Instructions to follow:
The word "nodes" marks the lines you need; copy each of them from the data.

Given records:
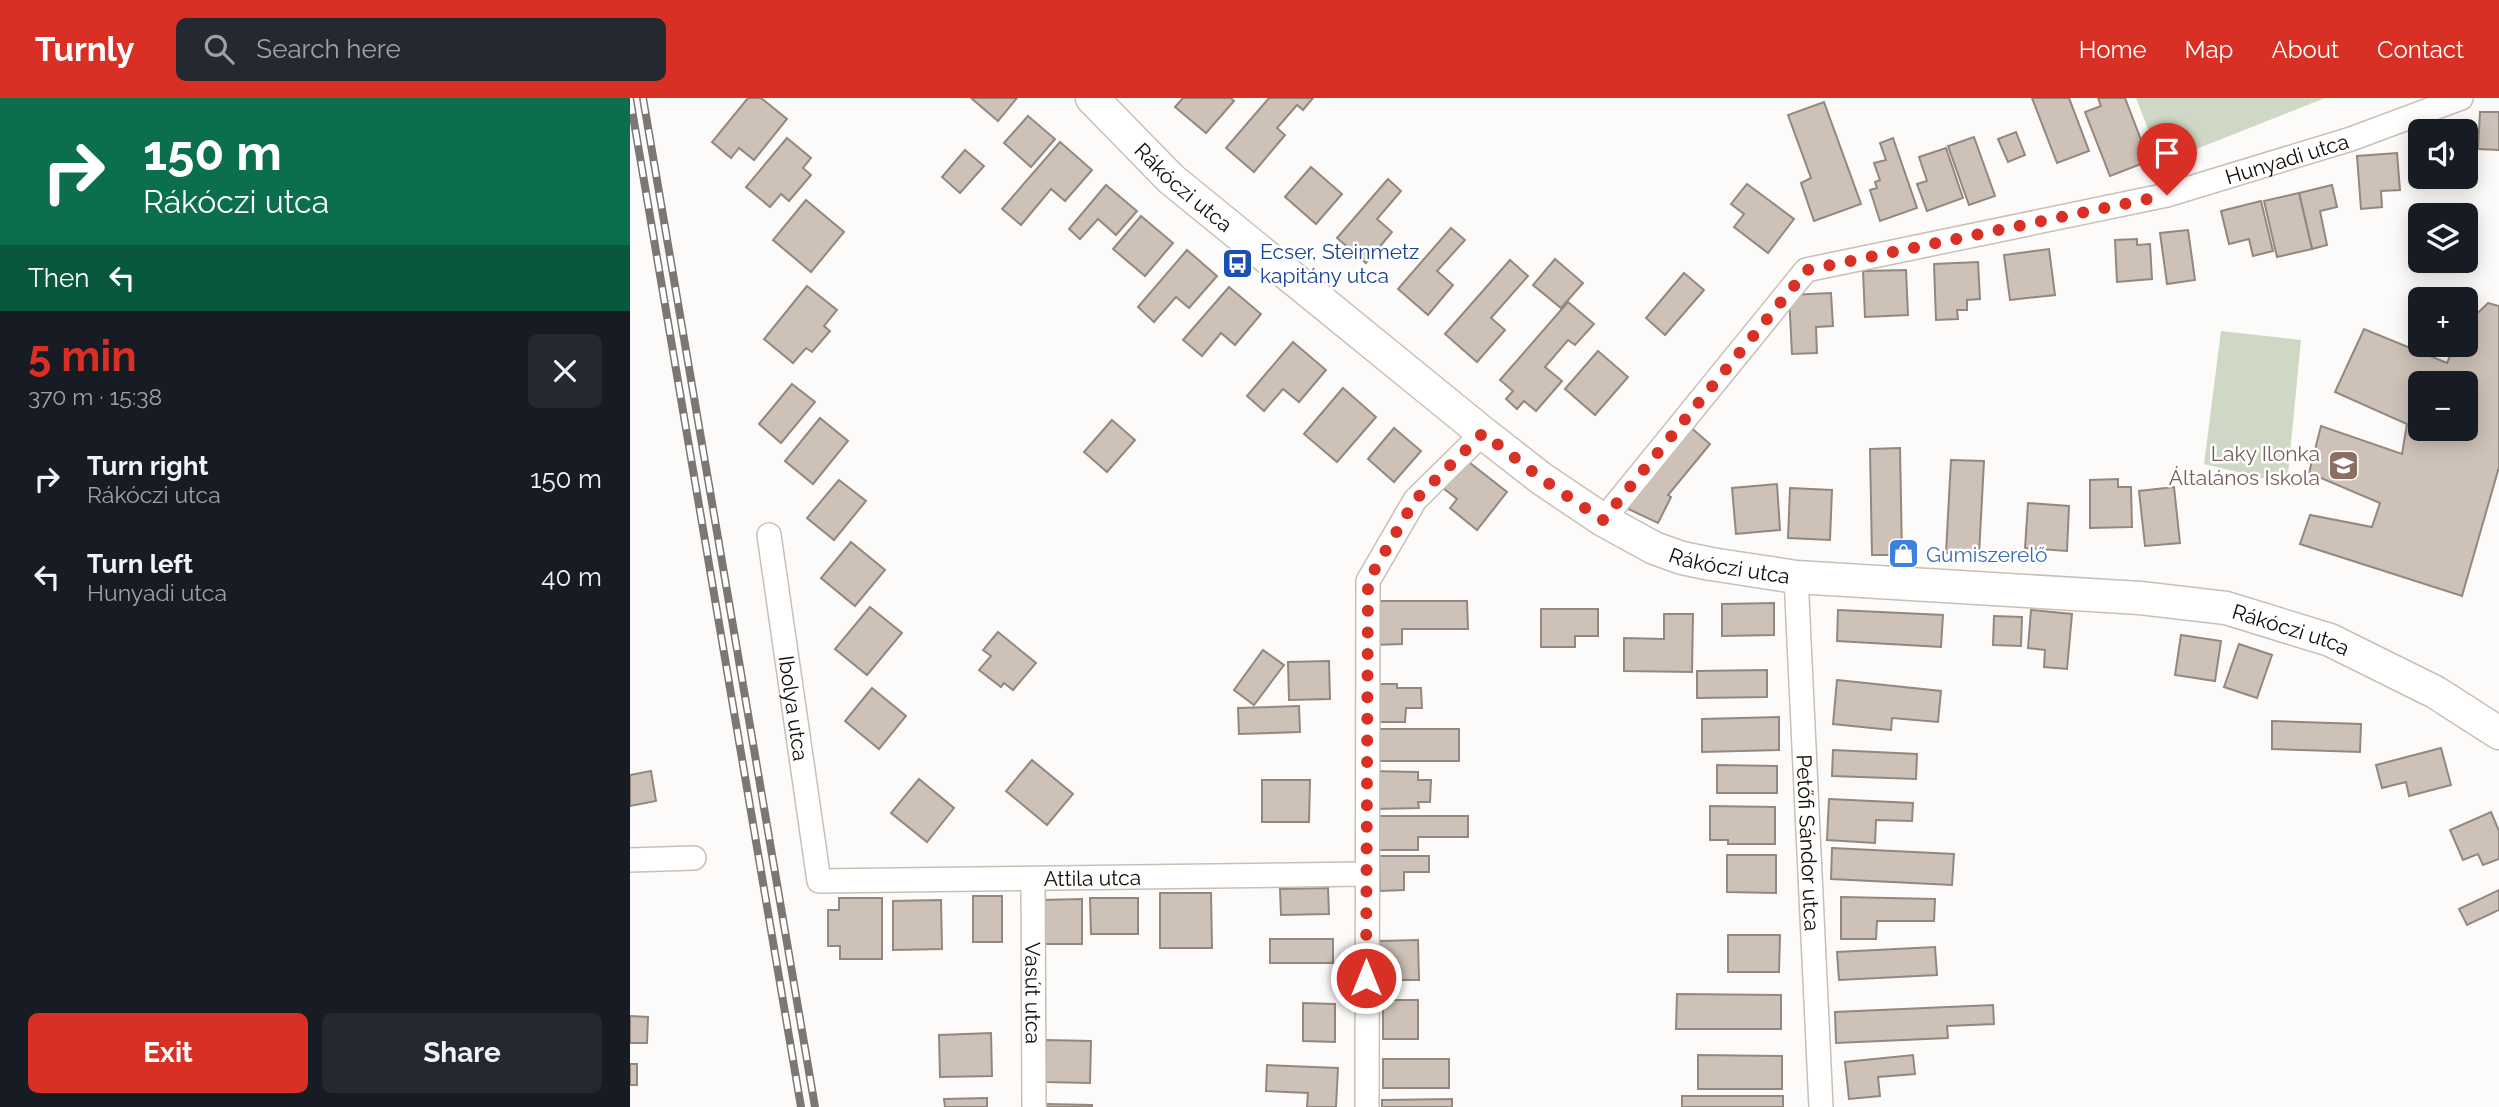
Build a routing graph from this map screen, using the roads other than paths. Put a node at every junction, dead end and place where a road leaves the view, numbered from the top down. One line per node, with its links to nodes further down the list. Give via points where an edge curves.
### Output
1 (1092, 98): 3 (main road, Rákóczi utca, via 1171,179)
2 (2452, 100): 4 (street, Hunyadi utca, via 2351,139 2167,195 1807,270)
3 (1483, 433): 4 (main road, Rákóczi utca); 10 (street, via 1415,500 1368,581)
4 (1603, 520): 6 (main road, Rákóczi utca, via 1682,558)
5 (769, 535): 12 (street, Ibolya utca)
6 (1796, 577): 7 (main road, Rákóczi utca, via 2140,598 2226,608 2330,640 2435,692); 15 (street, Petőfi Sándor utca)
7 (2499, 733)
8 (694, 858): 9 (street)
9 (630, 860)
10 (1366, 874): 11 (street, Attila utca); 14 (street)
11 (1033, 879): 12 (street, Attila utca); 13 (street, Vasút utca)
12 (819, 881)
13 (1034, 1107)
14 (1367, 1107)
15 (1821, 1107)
---
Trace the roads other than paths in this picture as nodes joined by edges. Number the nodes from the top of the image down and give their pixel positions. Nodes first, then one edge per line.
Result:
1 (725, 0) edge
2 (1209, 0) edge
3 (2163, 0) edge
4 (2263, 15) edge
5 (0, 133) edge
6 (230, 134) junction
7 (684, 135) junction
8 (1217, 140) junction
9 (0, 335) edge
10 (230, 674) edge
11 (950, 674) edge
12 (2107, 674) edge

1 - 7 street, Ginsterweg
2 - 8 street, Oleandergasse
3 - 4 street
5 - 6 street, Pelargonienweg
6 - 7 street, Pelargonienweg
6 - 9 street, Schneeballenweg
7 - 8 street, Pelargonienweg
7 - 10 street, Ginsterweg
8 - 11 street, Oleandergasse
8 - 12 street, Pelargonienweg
* * *
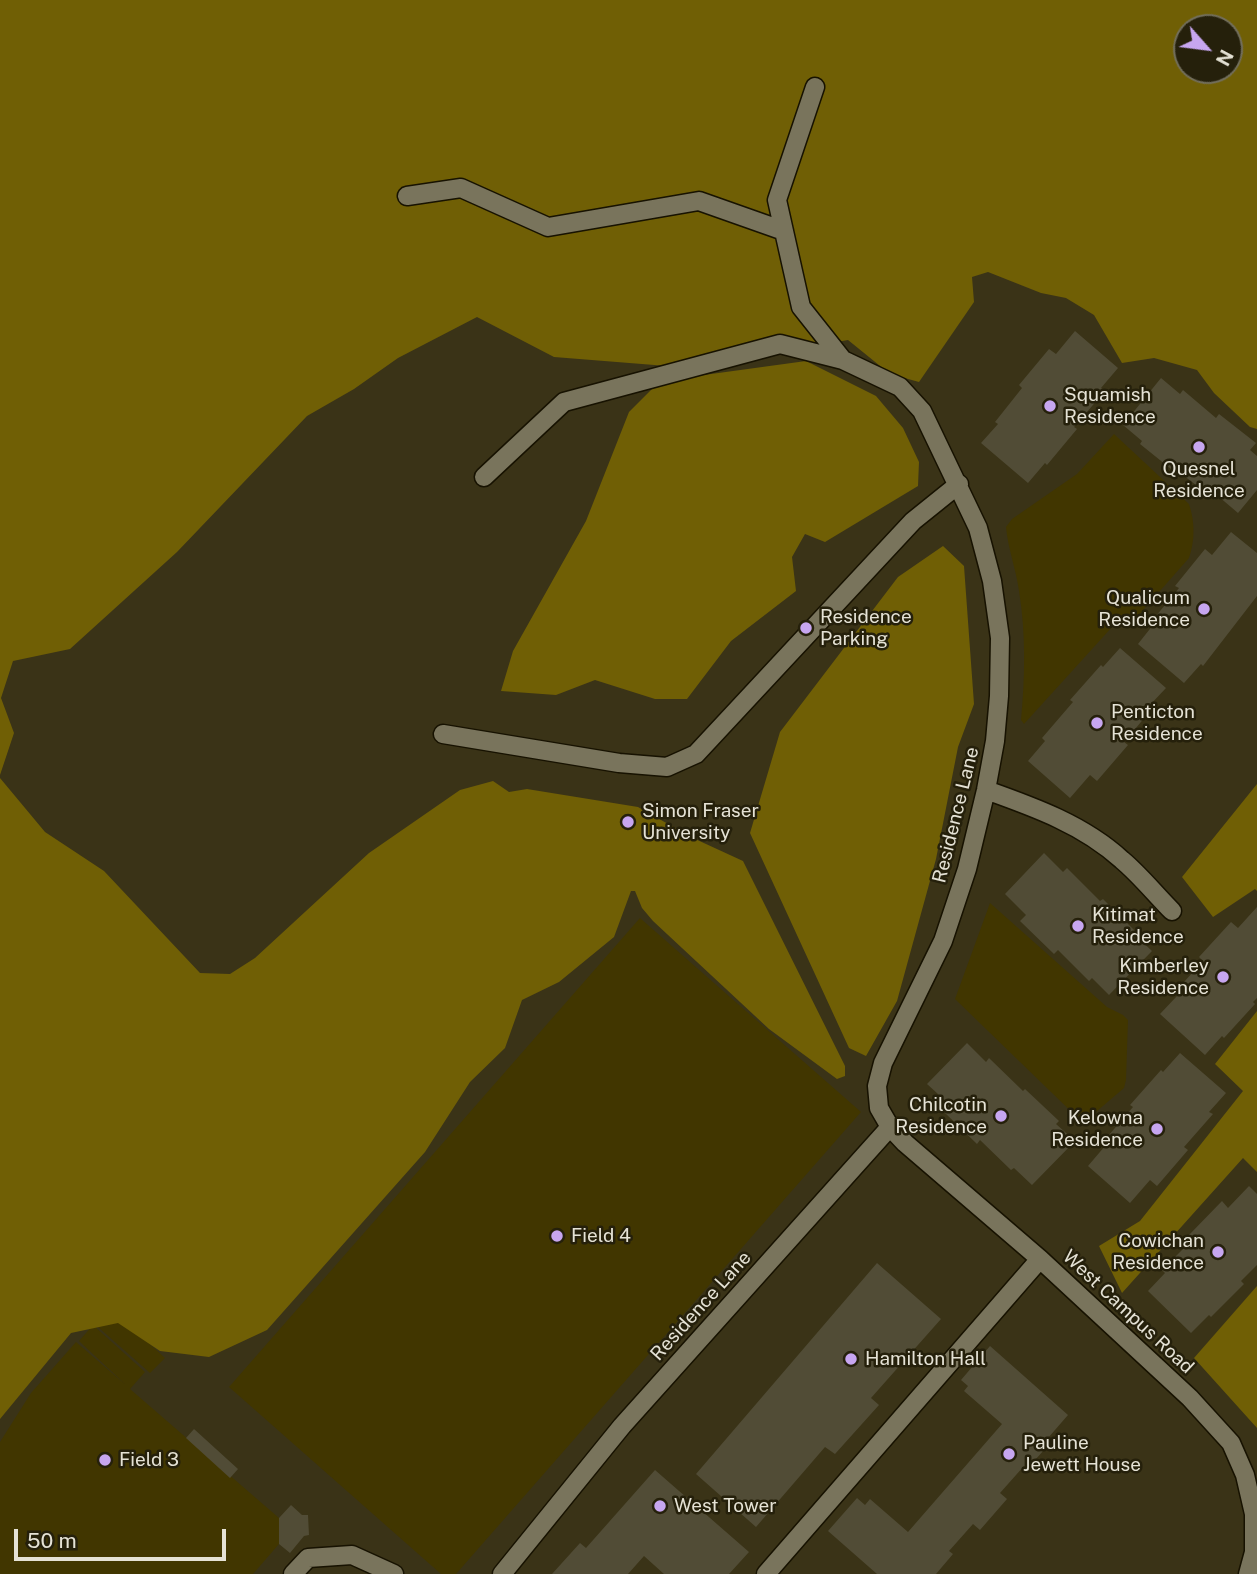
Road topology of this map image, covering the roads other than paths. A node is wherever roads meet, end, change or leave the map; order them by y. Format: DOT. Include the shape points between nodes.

Result of the exercise:
Build a routing graph from this map screen, using the roads other than paths. Put a node at every junction, dead end and place where a road leaves the view, numbered from the top down. One line per node, with its links to nodes further down the list. Give via points where an edge curves.
Trace the roads other than paths in this picture as nodes joined by edges. Number the nodes from the top of the image down and give their pixel positions. Nodes first, then one edge per line.
Road topology of this map image, covering the roads other than paths. A node is wherever roads meet, end, change or leave the map; order them by y. Format: DOT. Include the shape points between nodes.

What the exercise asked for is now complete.